A drone attack hit a US-led coalition base in southern Syria, the US military’s Central Command has said.
“Three one-way attack drones attacked the al-Tanf Garrison in Syria,” a CENTCOM statement said on Friday.
Two of the drones were shot down by the coalition, but the third hit the compound, wounding two allied Syrian opposition fighters who received treatment, the statement added.
“Attacks of this kind are unacceptable,” CENTCOM spokesperson Joe Buccino said, without specifying who carried it out.
“They place our troops and our partners at risk and jeopardise the fight against ISIL.”
There was no immediate claim of responsibility for the attack.
Iran-backed forces are deployed in close proximity to al-Tanf, a desert garrison on the strategically important Baghdad-Damascus highway, near the border with Iraq and Jordan.

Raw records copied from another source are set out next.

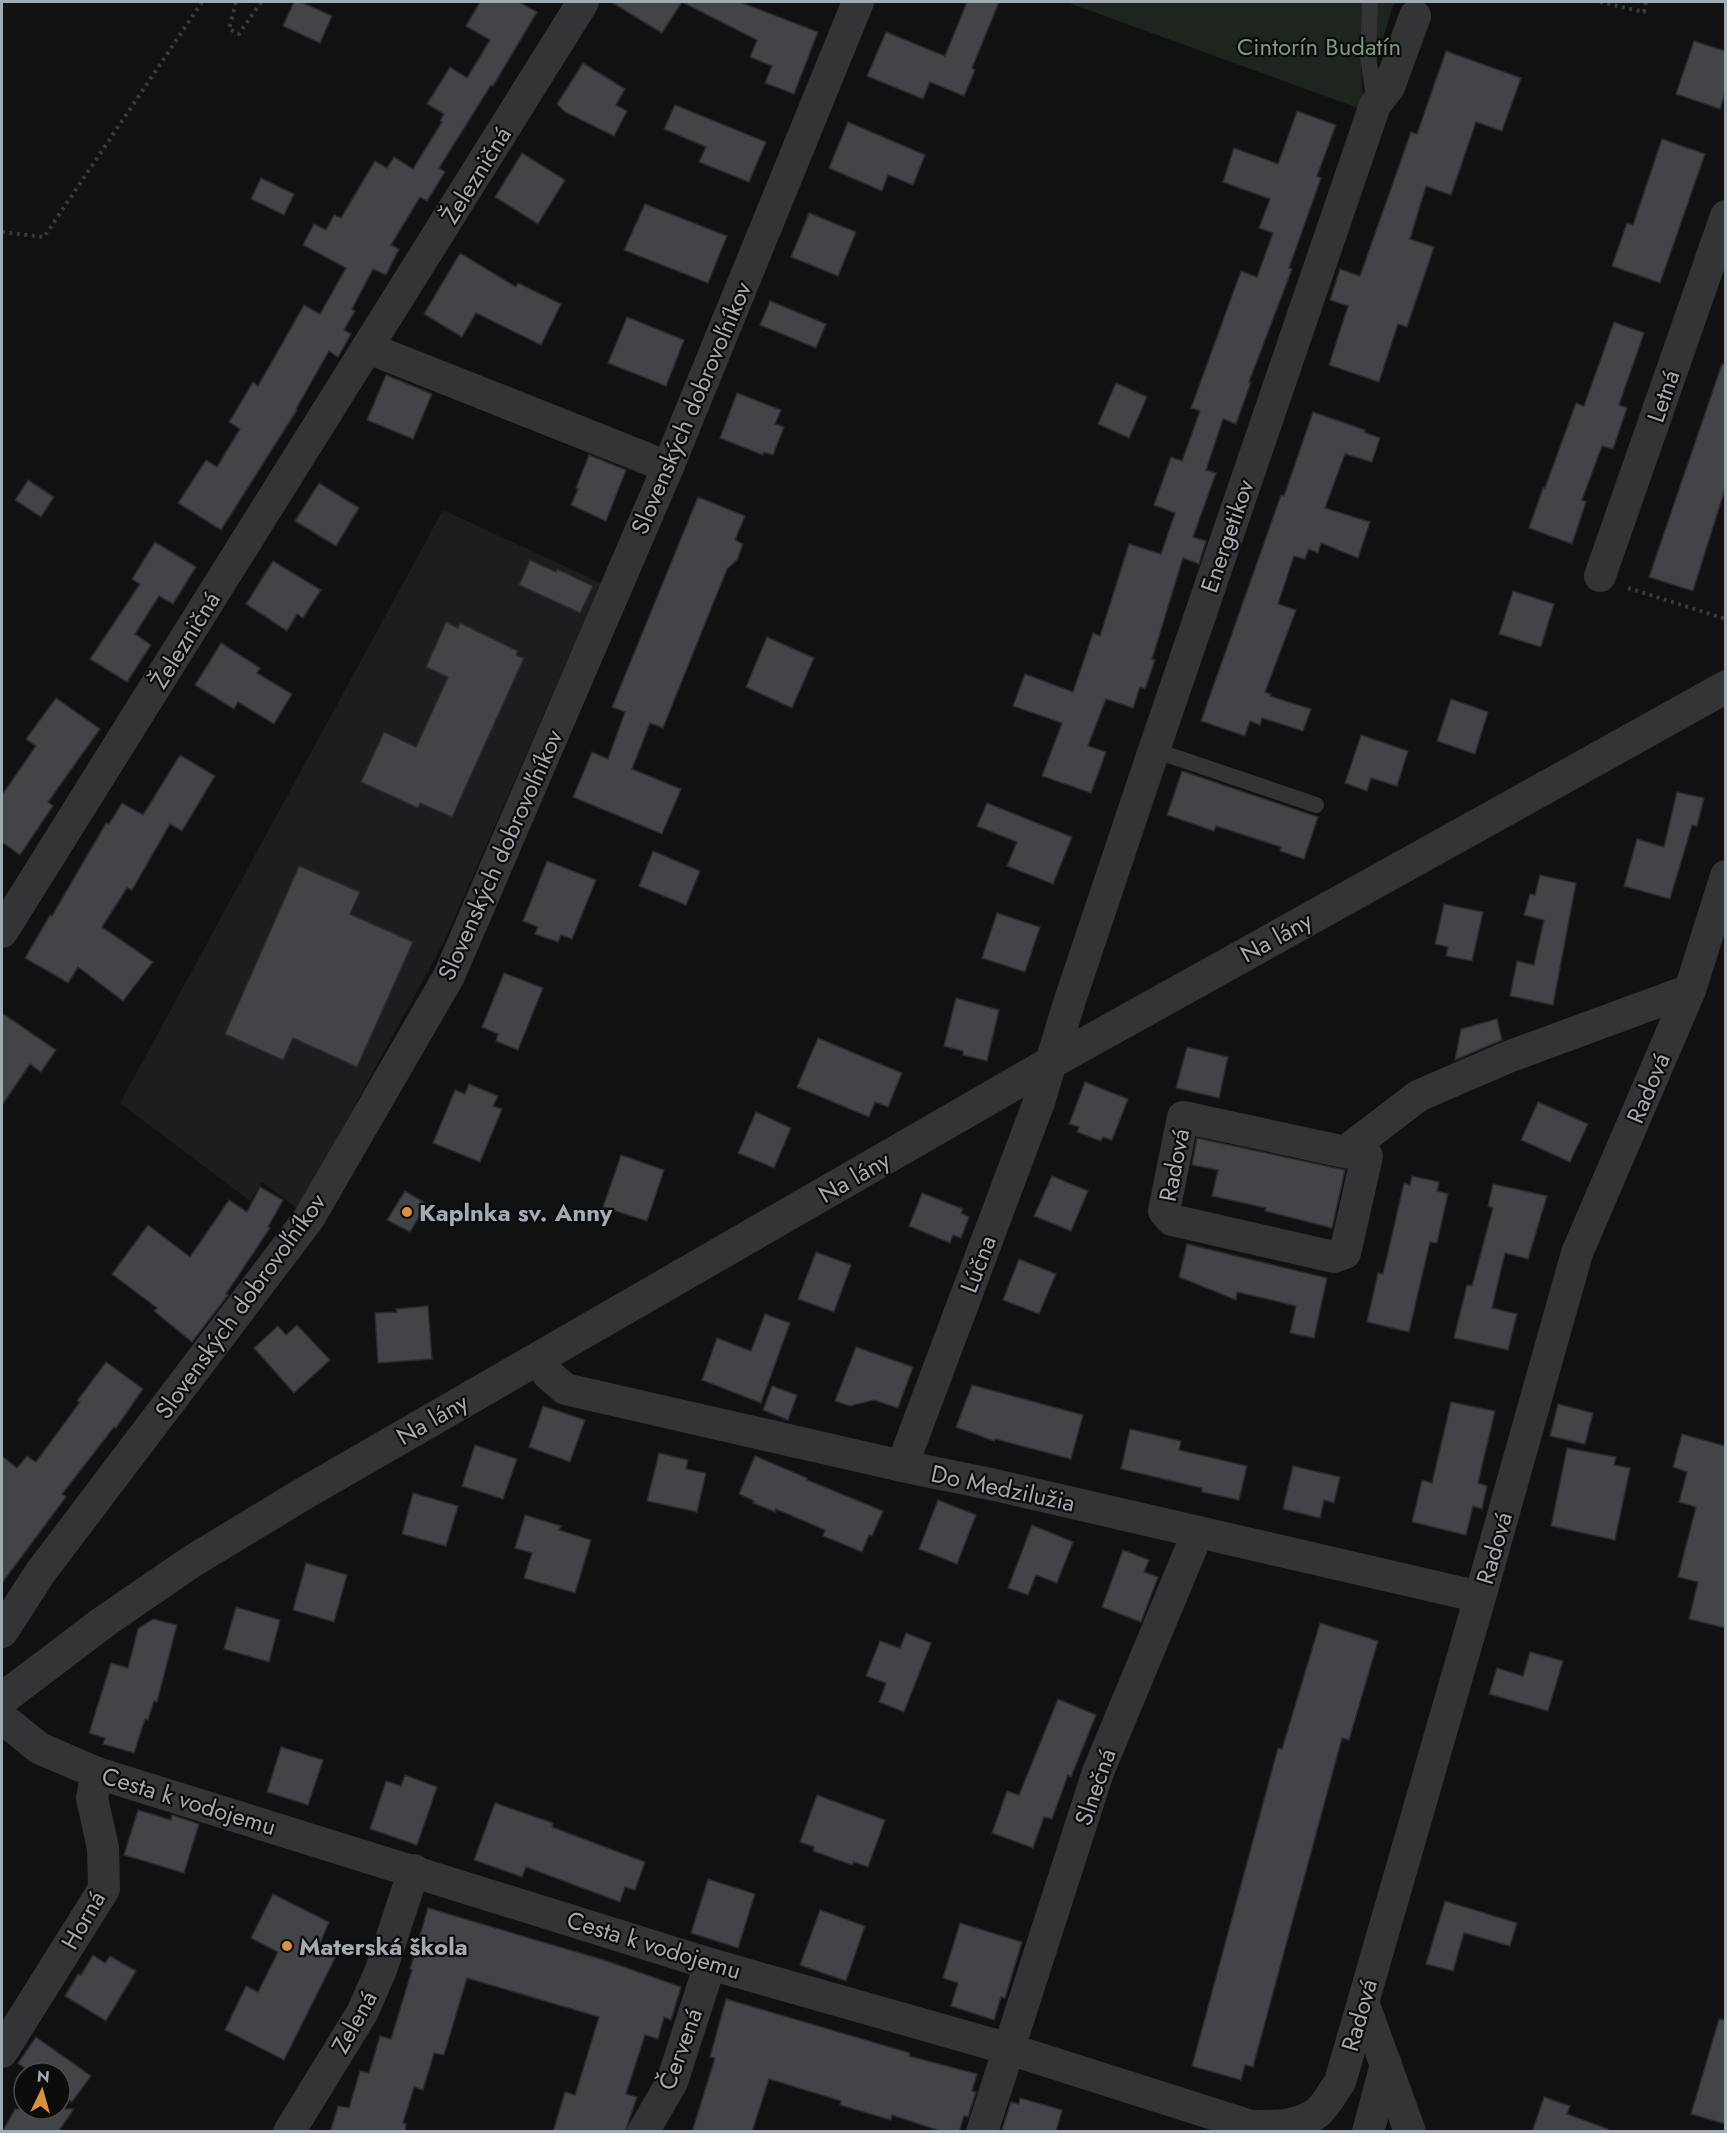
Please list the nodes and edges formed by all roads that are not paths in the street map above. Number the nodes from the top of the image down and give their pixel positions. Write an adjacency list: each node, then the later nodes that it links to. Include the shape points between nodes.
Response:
1 (583, 2): 7 (street, Železničná)
2 (858, 2): 8 (street, Slovenských dobrovoľníkov)
3 (1370, 2): 5 (lane, via 1368,56)
4 (1415, 16): 5 (street, Energetikov, via 1389,87)
5 (1376, 105): 11 (street, Energetikov)
6 (1725, 216): 9 (street, Letná)
7 (369, 348): 8 (street); 14 (street, Železničná)
8 (668, 467): 22 (street, Slovenských dobrovoľníkov, via 449,976 309,1218 40,1573)
9 (1600, 576)
10 (1725, 687): 16 (street, Na lány)
11 (1154, 750): 12 (lane); 16 (street, Energetikov, via 1061,1001)
12 (1316, 805)
13 (1725, 876): 15 (street, Radová)
14 (2, 932)
15 (1690, 990): 17 (street, via 1508,1057 1418,1096); 21 (street, Radová, via 1577,1253)
16 (1052, 1062): 18 (street, Na lány); 19 (street, Lúčna)
17 (1345, 1152): 17 (street, Radová, via 1183,1117 1164,1211 1172,1220 1183,1223 1334,1257 1345,1253 1367,1156)
18 (539, 1358): 19 (street, Do Medzilužia, via 548,1374 565,1389); 23 (street, Na lány, via 191,1562)
19 (902, 1466): 20 (street, Do Medzilužia)
20 (1197, 1532): 21 (street, Do Medzilužia); 29 (street, Slnečná, via 1098,1772)
21 (1480, 1597): 28 (street, Radová)
22 (2, 1632)
23 (2, 1699)
24 (2, 1718): 25 (street, Cesta k vodojemu, via 39,1748)
25 (97, 1773): 26 (street, Cesta k vodojemu); 30 (street, Horná, via 92,1798 103,1848 104,1889)
26 (414, 1870): 27 (street, Cesta k vodojemu); 33 (street, Zelená, via 381,1970 362,2013)
27 (711, 1964): 29 (street, Cesta k vodojemu); 34 (street, Červená, via 672,2082)
28 (1363, 2002): 31 (street); 32 (street, Radová, via 1340,2082)
29 (1009, 2049): 32 (street, Cesta k vodojemu, via 1251,2126 1295,2123); 35 (street, Slnečná)
30 (2, 2052)
31 (1386, 2064): 36 (street); 37 (street)
32 (1318, 2113)
33 (289, 2132)
34 (643, 2132)
35 (982, 2132)
36 (1368, 2132)
37 (1410, 2132)

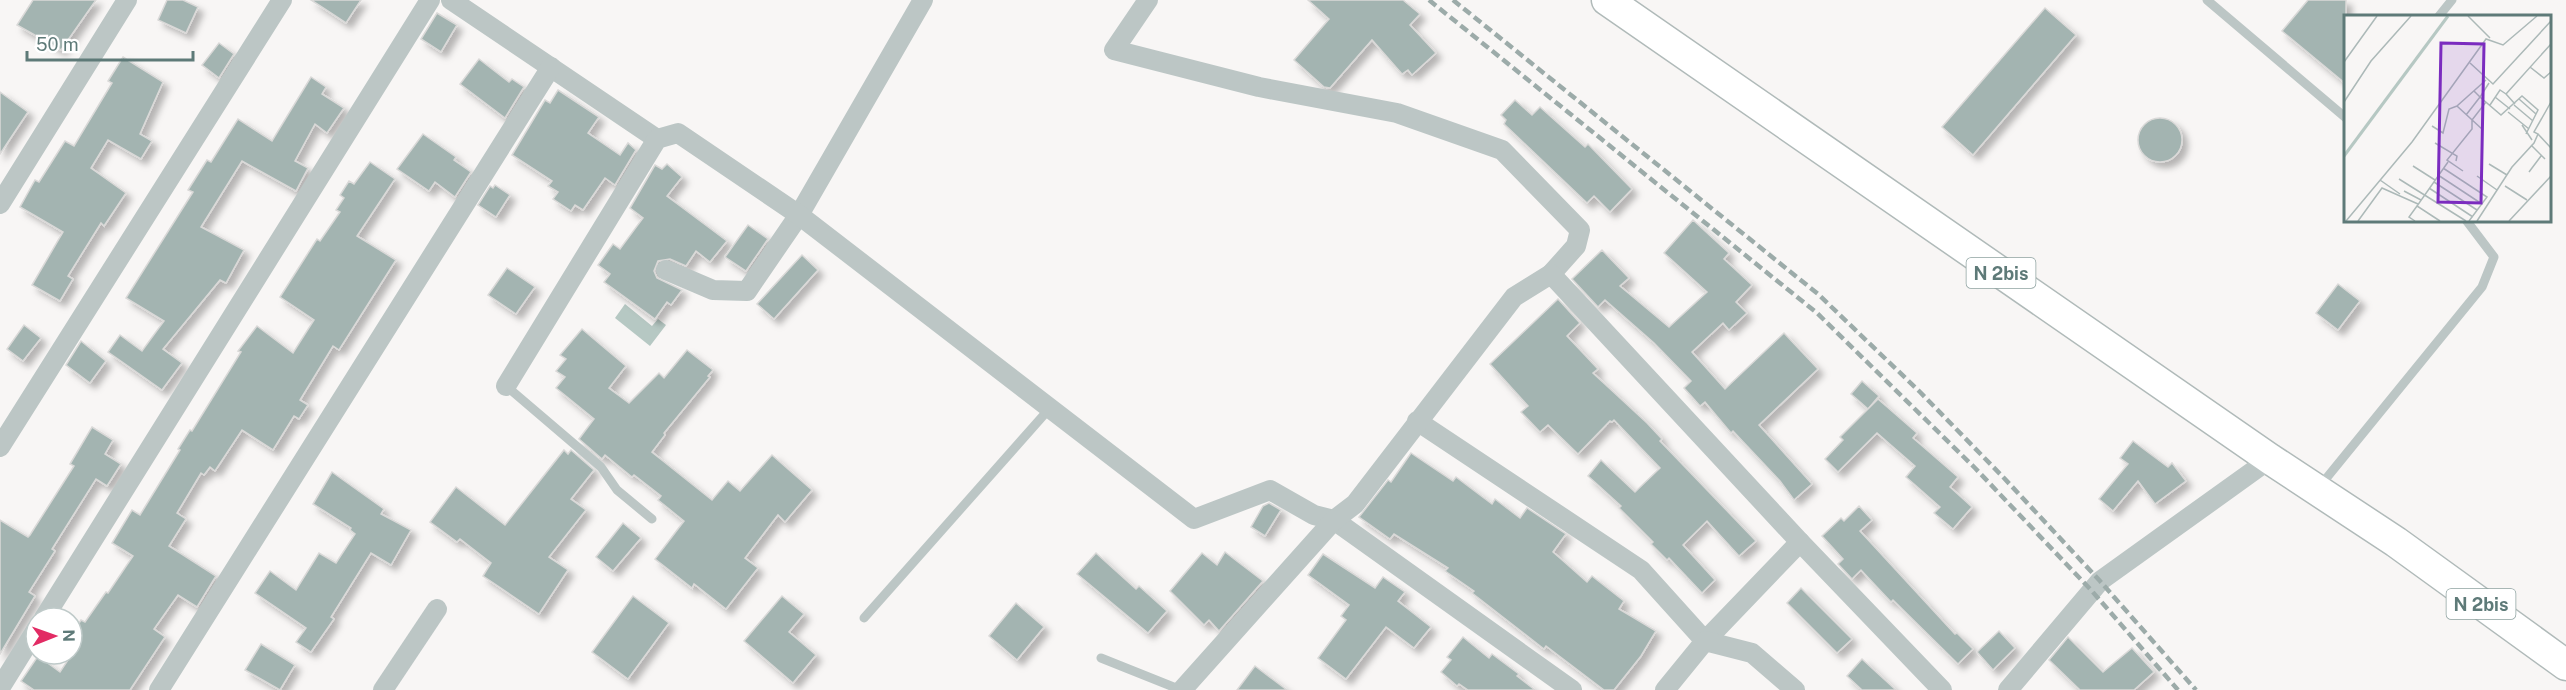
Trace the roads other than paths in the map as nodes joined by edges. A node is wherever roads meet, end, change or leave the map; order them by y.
1 (127, 0) edge
2 (282, 0) edge
3 (430, 0) edge
4 (450, 0) edge
5 (923, 0) edge
6 (1148, 0) edge
7 (1607, 0) edge
8 (2207, 0) edge
9 (2452, 0) edge
10 (2440, 15) edge
11 (551, 68) junction
12 (2344, 116) edge
13 (657, 140) junction
14 (0, 204) edge
15 (799, 215) junction
16 (2468, 222) edge
17 (666, 270) dead end
18 (1551, 274) junction
19 (506, 386) joint
20 (1050, 408) junction
21 (1417, 421) junction
22 (0, 447) edge
23 (2270, 459) junction
24 (2317, 490) junction
25 (652, 519) dead end
26 (1334, 519) junction
27 (1800, 543) junction
28 (51, 606) edge
29 (437, 609) dead end
30 (864, 618) dead end
31 (1706, 641) junction
32 (24, 649) edge
33 (1101, 658) dead end
34 (2566, 665) edge
35 (0, 688) edge
36 (159, 690) edge
37 (383, 690) edge
38 (1182, 690) edge
39 (1572, 690) edge
40 (1665, 690) edge
41 (1794, 690) edge
42 (1942, 690) edge
43 (2008, 690) edge

1 - 14 street
2 - 22 street
3 - 28 street
4 - 11 street
5 - 15 street
6 - 18 street
7 - 23 main road, N 2bis
8 - 12 lane
9 - 10 lane
11 - 13 street
11 - 36 street
13 - 15 street
13 - 19 street
15 - 17 street
15 - 20 street
16 - 24 lane
18 - 21 street
18 - 27 street
19 - 25 lane
20 - 26 street
20 - 30 lane
21 - 26 street
21 - 31 street
23 - 24 main road, N 2bis
23 - 43 street
24 - 34 main road, N 2bis
26 - 38 street
26 - 39 street
27 - 31 street
27 - 42 street
29 - 37 street
31 - 40 street
31 - 41 street
32 - 35 street
33 - 38 lane

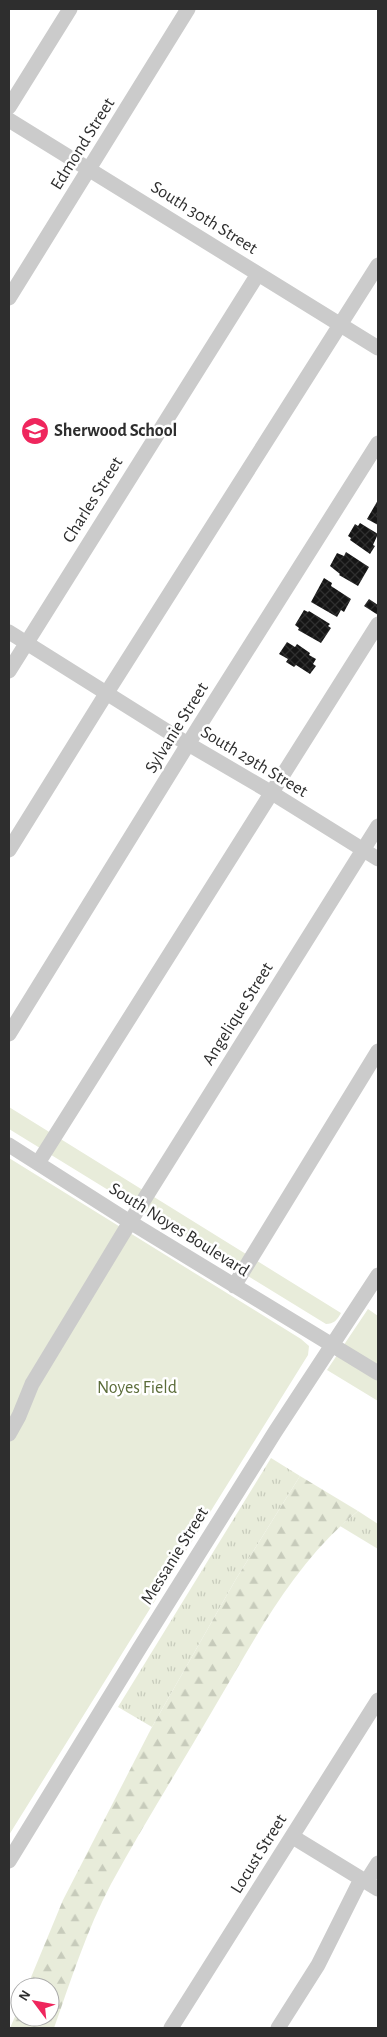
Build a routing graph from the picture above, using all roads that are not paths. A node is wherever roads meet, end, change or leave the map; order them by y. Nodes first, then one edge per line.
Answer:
1 (70, 9) edge
2 (188, 9) edge
3 (9, 107) edge
4 (9, 120) edge
5 (89, 169) junction
6 (378, 265) edge
7 (258, 274) junction
8 (9, 298) edge
9 (341, 325) junction
10 (378, 348) edge
11 (378, 443) edge
12 (378, 624) edge
13 (9, 632) edge
14 (26, 643) junction
15 (9, 671) edge
16 (106, 694) junction
17 (189, 744) junction
18 (272, 793) junction
19 (378, 826) edge
20 (9, 850) edge
21 (363, 850) junction
22 (378, 859) edge
23 (9, 1034) edge
24 (378, 1050) edge
25 (9, 1145) edge
26 (38, 1163) junction
27 (130, 1222) junction
28 (378, 1275) edge
29 (234, 1286) junction
30 (332, 1344) junction
31 (378, 1373) edge
32 (9, 1434) edge
33 (378, 1700) edge
34 (293, 1836) junction
35 (9, 1861) edge
36 (378, 1863) edge
37 (369, 1883) edge
38 (171, 2028) edge
39 (278, 2028) edge

1 - 3 street
2 - 5 street, Edmond Street
4 - 5 street, South 30th Street
5 - 7 street, South 30th Street
5 - 8 street, Edmond Street
6 - 9 street
7 - 9 street, South 30th Street
7 - 14 street, Charles Street
9 - 10 street, South 30th Street
9 - 16 street
11 - 17 street, Sylvanie Street
12 - 18 street
13 - 14 street, South 29th Street
14 - 15 street, Charles Street
14 - 16 street, South 29th Street
16 - 17 street, South 29th Street
16 - 20 street
17 - 18 street, South 29th Street
17 - 23 street, Sylvanie Street
18 - 21 street, South 29th Street
18 - 26 street
19 - 21 street, Angelique Street
21 - 22 street, South 29th Street
21 - 27 street, Angelique Street
24 - 29 street
25 - 26 street, South Noyes Boulevard
26 - 27 street, South Noyes Boulevard
27 - 29 street, South Noyes Boulevard
27 - 32 street, Angelique Street
28 - 30 street, Messanie Street
29 - 30 street, South Noyes Boulevard
30 - 31 street, South Noyes Boulevard
30 - 35 street, Messanie Street
33 - 34 street, Locust Street
34 - 37 street
34 - 38 street, Locust Street
36 - 37 street
37 - 39 street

Iran is a key ally of the Syrian government and the coalition has disrupted similar attacks on al-Tanf in the past.
Sleeper cells of the armed ISIL (ISIS) group are also active in the area.
The coalition set up the base in 2016 to train Syrian fighters for the war against ISIL.
It retained the facility even after the fighters’ last Syrian outpost was overrun by Kurdish-led forces in March 2019.
Roughly 900 US troops remain at al-Tanf and other bases in the Kurdish-controlled northeast as part of the coalition’s continuing campaign against ISIL remnants.
The US has previously carried out attacks targeting what it says were infrastructure facilities used by groups affiliated with Iran’s elite Revolutionary Guard Corps (IRGC).
The raids, it said, were in response to attacks allegedly launched by Iranian-backed fighters targeting al-Tanf.
The Syrian government has constantly expressed its opposition to the US role in Syria, and demanded that US forces withdraw.